◆ TASK STATEMENT
Filter the entries, keeping every line with the word "Centre".

[Dataset records]
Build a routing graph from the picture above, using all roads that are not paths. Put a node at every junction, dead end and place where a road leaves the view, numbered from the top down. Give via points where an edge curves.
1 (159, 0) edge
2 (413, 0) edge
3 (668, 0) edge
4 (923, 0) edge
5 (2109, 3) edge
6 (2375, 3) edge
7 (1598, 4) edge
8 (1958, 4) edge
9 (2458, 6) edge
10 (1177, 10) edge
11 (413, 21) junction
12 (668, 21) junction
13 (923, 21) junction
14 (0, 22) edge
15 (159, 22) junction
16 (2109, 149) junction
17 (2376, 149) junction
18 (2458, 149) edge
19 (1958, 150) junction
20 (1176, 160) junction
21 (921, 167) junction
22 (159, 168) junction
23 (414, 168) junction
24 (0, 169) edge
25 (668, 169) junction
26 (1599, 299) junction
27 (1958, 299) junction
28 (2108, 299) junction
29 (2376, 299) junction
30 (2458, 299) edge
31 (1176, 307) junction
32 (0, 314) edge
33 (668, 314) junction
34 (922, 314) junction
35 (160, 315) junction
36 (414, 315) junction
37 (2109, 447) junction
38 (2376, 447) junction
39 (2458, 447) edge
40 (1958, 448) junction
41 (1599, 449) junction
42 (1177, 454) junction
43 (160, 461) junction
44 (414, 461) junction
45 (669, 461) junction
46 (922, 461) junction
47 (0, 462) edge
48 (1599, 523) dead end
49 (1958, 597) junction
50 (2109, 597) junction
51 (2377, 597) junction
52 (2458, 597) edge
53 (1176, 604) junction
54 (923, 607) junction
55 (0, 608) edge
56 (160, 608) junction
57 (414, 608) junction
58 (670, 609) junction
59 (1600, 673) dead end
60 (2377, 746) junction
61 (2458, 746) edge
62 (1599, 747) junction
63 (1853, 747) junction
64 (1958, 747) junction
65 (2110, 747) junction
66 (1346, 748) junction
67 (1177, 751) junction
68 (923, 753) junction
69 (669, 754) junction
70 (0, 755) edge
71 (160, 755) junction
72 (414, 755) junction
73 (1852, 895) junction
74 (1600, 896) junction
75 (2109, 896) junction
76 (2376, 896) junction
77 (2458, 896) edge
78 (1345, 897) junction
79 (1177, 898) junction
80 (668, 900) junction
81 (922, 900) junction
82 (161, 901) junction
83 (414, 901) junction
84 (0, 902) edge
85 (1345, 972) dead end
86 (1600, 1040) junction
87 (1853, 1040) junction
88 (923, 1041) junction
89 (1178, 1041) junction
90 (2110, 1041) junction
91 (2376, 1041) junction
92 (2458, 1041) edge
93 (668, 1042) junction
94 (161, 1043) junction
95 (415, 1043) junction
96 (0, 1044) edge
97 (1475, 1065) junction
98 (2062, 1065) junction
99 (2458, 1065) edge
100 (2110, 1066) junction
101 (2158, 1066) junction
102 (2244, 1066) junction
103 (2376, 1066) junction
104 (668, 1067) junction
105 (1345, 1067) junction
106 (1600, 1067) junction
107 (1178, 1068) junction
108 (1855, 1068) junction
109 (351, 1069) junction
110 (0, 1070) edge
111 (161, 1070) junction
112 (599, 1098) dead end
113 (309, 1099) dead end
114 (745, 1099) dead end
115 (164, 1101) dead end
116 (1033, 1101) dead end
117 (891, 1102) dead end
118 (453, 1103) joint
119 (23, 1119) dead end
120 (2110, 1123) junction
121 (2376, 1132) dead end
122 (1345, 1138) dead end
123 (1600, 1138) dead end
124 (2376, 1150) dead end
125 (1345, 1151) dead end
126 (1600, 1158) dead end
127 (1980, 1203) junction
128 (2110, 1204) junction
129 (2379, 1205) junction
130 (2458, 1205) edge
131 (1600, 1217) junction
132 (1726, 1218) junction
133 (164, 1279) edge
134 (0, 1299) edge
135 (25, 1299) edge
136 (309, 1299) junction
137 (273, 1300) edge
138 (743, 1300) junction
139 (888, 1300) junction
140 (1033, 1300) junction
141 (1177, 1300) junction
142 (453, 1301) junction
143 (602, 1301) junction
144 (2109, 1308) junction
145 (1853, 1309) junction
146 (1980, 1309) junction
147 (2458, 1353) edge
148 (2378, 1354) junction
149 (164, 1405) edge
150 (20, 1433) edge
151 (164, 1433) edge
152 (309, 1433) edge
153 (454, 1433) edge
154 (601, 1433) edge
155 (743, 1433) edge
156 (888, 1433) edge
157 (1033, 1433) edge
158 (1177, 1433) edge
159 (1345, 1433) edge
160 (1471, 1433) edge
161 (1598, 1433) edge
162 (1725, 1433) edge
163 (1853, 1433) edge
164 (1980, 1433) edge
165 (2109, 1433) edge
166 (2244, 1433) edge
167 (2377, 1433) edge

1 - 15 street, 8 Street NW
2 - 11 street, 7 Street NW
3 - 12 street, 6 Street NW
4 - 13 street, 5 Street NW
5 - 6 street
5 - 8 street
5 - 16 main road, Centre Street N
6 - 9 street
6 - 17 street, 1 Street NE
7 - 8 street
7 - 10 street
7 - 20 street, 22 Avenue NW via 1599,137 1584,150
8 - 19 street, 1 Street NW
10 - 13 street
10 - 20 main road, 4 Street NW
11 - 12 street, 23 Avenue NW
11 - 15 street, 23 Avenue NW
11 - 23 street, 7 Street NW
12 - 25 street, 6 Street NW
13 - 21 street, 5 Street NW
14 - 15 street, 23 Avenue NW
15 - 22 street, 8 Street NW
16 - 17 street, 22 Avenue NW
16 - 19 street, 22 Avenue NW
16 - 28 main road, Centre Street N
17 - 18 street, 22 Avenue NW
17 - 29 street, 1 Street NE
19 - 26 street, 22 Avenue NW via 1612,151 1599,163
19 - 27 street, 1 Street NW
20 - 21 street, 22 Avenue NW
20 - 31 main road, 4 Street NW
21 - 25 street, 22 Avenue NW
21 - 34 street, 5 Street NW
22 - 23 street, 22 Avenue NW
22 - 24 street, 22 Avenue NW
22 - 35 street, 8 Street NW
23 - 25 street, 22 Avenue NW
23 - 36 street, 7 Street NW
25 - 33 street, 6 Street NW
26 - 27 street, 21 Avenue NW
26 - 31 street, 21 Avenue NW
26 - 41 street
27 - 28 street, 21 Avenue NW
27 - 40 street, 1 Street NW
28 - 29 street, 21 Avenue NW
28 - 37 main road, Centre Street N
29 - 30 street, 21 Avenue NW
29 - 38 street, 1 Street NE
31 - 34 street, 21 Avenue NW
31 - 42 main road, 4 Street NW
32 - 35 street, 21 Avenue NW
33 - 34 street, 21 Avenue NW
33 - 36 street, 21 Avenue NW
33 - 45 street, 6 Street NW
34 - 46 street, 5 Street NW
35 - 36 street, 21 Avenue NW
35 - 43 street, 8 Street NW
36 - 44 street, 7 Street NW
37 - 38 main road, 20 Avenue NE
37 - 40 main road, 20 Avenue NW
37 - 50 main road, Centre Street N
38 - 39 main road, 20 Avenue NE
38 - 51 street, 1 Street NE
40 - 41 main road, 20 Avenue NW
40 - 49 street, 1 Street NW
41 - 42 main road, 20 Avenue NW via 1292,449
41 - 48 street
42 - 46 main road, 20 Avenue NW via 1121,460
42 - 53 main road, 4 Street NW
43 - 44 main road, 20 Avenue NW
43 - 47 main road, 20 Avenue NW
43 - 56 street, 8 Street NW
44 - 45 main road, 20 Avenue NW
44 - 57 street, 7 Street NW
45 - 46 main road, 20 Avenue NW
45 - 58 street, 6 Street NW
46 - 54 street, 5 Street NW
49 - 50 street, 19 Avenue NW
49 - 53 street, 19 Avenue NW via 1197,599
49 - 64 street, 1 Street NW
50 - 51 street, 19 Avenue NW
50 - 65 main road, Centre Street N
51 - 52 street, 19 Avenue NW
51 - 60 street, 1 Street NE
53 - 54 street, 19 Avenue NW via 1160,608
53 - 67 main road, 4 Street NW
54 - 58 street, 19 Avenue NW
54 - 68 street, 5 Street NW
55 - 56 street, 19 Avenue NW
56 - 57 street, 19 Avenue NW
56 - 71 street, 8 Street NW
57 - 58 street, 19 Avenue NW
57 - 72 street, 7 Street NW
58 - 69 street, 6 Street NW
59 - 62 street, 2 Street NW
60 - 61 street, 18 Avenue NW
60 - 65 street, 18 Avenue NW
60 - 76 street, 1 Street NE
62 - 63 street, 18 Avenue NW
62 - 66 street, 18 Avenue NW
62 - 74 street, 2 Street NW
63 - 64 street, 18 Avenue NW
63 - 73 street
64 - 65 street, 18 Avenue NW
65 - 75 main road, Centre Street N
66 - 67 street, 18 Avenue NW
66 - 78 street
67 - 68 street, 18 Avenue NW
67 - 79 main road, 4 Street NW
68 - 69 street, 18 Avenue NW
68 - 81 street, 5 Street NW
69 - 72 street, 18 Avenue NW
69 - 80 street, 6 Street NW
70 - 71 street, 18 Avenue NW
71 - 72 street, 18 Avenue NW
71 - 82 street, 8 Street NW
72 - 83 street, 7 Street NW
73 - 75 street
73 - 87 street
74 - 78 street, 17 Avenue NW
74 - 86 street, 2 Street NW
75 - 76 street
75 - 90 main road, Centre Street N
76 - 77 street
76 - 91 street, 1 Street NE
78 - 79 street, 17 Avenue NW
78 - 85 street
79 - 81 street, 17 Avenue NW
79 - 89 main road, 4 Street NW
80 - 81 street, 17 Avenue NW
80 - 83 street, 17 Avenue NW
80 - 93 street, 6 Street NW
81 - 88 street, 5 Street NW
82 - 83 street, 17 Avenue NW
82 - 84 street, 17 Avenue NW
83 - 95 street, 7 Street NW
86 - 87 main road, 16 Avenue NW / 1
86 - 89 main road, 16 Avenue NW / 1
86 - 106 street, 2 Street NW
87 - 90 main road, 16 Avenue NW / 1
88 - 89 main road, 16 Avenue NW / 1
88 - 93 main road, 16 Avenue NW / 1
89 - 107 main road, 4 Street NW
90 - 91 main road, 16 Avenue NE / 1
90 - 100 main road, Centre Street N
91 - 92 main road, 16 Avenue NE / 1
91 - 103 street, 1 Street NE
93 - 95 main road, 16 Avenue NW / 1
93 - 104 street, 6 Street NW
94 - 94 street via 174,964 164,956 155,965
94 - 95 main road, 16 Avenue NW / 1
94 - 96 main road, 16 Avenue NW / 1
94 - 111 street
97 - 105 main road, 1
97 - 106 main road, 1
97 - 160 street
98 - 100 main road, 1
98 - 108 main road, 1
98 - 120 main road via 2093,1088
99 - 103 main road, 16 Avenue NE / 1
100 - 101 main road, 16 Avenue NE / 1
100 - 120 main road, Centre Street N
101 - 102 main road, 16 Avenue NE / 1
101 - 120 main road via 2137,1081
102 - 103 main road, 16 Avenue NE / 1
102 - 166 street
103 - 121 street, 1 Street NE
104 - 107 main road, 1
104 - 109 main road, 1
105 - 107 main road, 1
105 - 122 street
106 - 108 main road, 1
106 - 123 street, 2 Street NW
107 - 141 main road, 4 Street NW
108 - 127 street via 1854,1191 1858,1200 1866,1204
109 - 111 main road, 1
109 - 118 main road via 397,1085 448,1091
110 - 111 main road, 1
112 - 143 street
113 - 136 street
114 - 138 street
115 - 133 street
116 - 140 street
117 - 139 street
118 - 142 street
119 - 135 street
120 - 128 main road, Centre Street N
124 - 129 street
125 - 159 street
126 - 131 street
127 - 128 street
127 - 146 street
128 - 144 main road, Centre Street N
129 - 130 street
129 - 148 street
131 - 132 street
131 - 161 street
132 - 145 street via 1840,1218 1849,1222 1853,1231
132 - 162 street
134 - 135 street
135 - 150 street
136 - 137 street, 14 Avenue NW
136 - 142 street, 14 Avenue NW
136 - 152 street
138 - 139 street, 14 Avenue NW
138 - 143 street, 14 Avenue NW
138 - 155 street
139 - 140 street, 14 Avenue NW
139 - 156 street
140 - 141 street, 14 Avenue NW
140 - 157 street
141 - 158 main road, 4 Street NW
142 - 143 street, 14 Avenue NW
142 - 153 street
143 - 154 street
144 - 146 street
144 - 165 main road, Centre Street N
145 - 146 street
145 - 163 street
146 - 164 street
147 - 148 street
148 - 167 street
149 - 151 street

◆ EXERCISE RESPONSE
5 - 16 main road, Centre Street N
16 - 28 main road, Centre Street N
28 - 37 main road, Centre Street N
37 - 50 main road, Centre Street N
50 - 65 main road, Centre Street N
65 - 75 main road, Centre Street N
75 - 90 main road, Centre Street N
90 - 100 main road, Centre Street N
100 - 120 main road, Centre Street N
120 - 128 main road, Centre Street N
128 - 144 main road, Centre Street N
144 - 165 main road, Centre Street N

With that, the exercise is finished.